EE 306: Email Sunday, November 01, 2009 6:43 PM,

Sunday, November 01, 2009 6:43 PM,


A student writes:



	 Prof Patt,
	 
	 I am having trouble understand where the names are going to be stored 
	 in the program and I just do not understand the linked-list at all.
	 I understand how I am going to print the name and the room number, but 
	 finding it I just don't understand.

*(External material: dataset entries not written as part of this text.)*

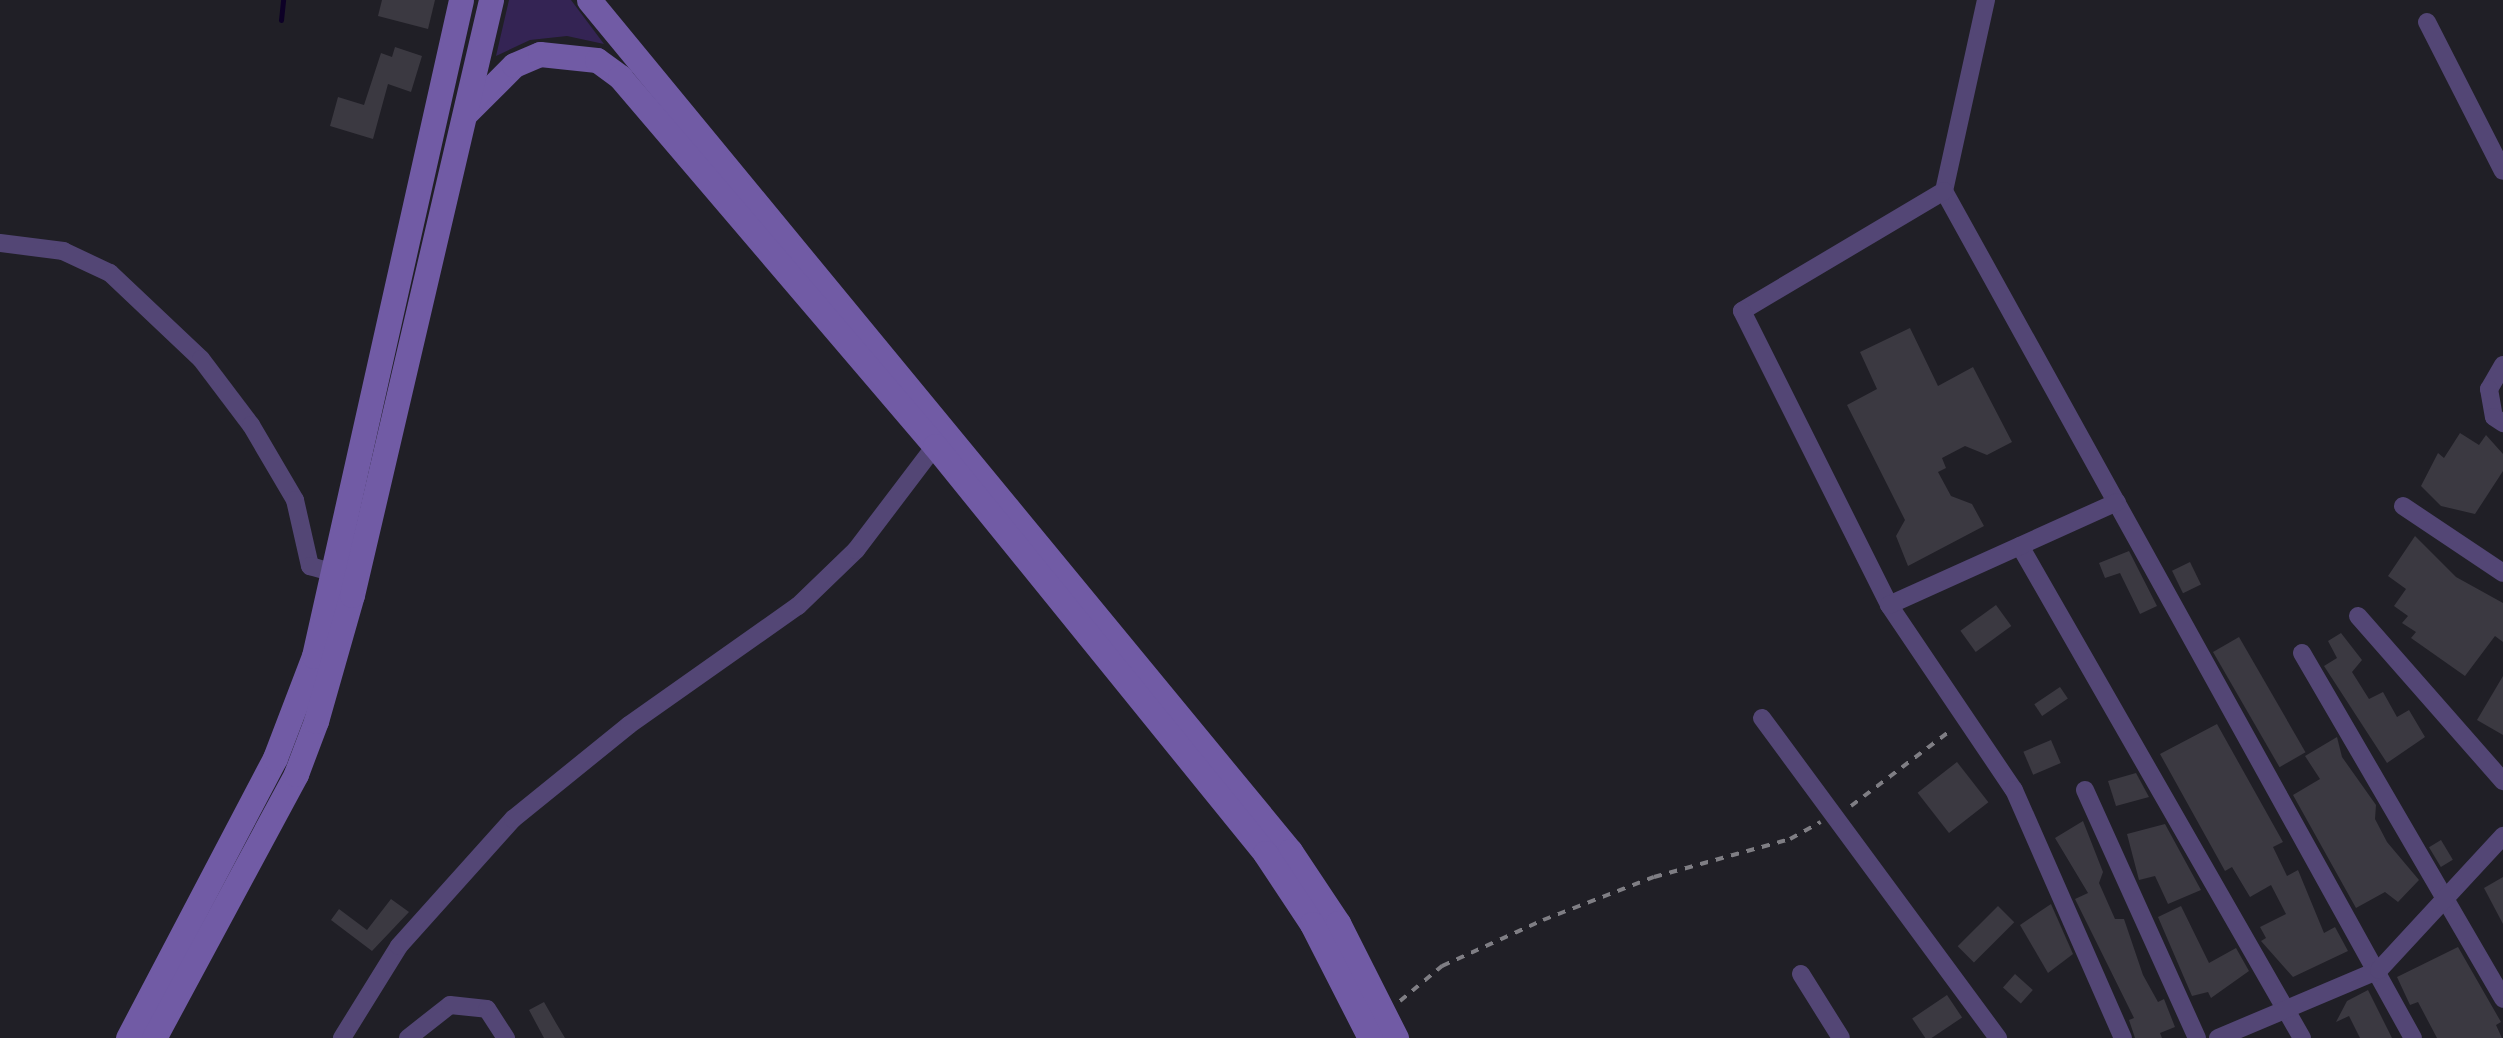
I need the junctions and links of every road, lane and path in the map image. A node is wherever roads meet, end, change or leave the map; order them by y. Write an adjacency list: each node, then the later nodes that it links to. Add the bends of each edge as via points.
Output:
1 (461, 0): 12 (street)
2 (492, 0): 6 (street)
3 (589, 0): 7 (street)
4 (1986, 0): 10 (street)
5 (2427, 22): 9 (street)
6 (464, 114): 8 (street, via 514,66 540,54 569,52 597,60 620,77); 13 (street)
7 (690, 119): 8 (street); 25 (street)
8 (669, 136): 16 (street)
9 (2503, 170)
10 (1944, 191): 17 (street); 22 (street, via 1742,311)
11 (0, 243): 21 (street, via 64,251 110,273 201,359 252,425 295,500 310,566)
12 (386, 332): 13 (street); 21 (street)
13 (413, 338): 39 (street, via 352,595 309,739)
14 (2503, 365): 15 (street, via 2489,388 2494,417)
15 (2503, 424)
16 (934, 446): 25 (street); 40 (street, via 856,550 798,606 629,725 513,820 399,946)
17 (2117, 502): 19 (street); 33 (street)
18 (2403, 506): 20 (street)
19 (2020, 546): 22 (street); 36 (street)
20 (2503, 573)
21 (334, 574): 38 (street, via 314,656 275,758)
22 (1889, 605): 27 (street)
23 (2358, 616): 28 (street)
24 (2302, 653): 32 (street)
25 (1168, 716): 37 (street, via 1290,852 1338,923); 43 (street, via 1284,882)
26 (1762, 718): 30 (street)
27 (1966, 719): 30 (path); 47 (street, via 2014,790)
28 (2503, 781)
29 (2086, 790): 48 (street)
30 (1833, 816): 37 (path, via 1790,839 1654,877 1544,920 1442,966); 46 (street)
31 (2503, 836): 32 (street)
32 (2445, 899): 33 (street); 35 (street)
33 (2378, 970): 36 (street); 51 (street)
34 (1801, 974): 45 (street)
35 (2503, 998)
36 (2288, 1008): 49 (street); 50 (street)
37 (1384, 1012): 44 (street)
38 (128, 1038)
39 (154, 1038)
40 (342, 1038)
41 (408, 1038): 42 (street, via 450,1006 488,1009)
42 (506, 1038)
43 (1370, 1038)
44 (1396, 1038)
45 (1841, 1038)
46 (1998, 1038)
47 (2123, 1038)
48 (2198, 1038)
49 (2218, 1038)
50 (2302, 1038)
51 (2413, 1038)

Apologize for the inconvenience I 
	 think I am just missing something.
	 <<name withheld to protect the student who wonders where the data is>>



I am not sure where the student is having difficulty, which is why once again 
I ask students to please see a TA (or me) during office hours where a few 
questions by the TA (or me) can better pin point the problem.  Email does have 
that disadvantage.

Nonetheless, I will try.  I think there are two separate problems going on
here: (a) what is a linked list, and (b) where is it in memory.

A linked list is what computer scientists call an example of "an abstact data 
type." "Abstract" because it provides the information in a form that allows 
that information to be accessed without even knowing (or caring) exactly where 
each piece of data is stored.

There are many other abstract data types that you will encounter in your 
studies.  A family tree, for example, where each person has a mother and a 
father, and so one can find out things like how many grandchildren a person 
has without knowing exactly where the individual pieces of information is 
stored.

In the case of a linked list, what is relevant is that all the elements are 
connected so that one can access all the elements by following the pointers 
even if one does not know exactly where in memory the elements are stored.

For example, in the statement of program 3, we show an example of a linked 
list wherein x3300 contains the address of the first element, in this case 
x4000.  So, the first element consists of locations x4000, x4001, x4002.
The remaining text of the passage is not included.